• _Exercise directions_:
Your reply should contain only the line with "middle tip: (210, 80)" and the lines after it through the end of the data, each written out exactly.
Data in this exercise section start
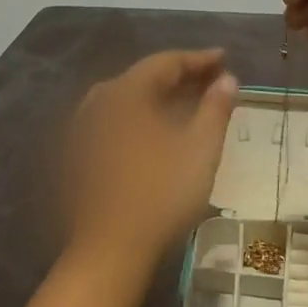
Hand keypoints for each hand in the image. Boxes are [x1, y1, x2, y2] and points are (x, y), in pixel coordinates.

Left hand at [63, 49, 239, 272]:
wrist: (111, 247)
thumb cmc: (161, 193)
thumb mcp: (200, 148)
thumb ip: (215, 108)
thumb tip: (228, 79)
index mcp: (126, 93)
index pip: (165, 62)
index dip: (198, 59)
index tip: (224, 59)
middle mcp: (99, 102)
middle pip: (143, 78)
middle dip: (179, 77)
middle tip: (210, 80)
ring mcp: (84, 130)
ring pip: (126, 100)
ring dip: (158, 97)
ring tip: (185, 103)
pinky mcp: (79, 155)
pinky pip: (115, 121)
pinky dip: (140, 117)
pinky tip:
Data in this exercise section end
• _Answer for this exercise_:
middle tip: (210, 80)
ring mcp: (84, 130)
ring pip: (126, 100)
ring dip: (158, 97)
ring tip: (185, 103)
pinky mcp: (79, 155)
pinky pip: (115, 121)
pinky dip: (140, 117)
pinky tip:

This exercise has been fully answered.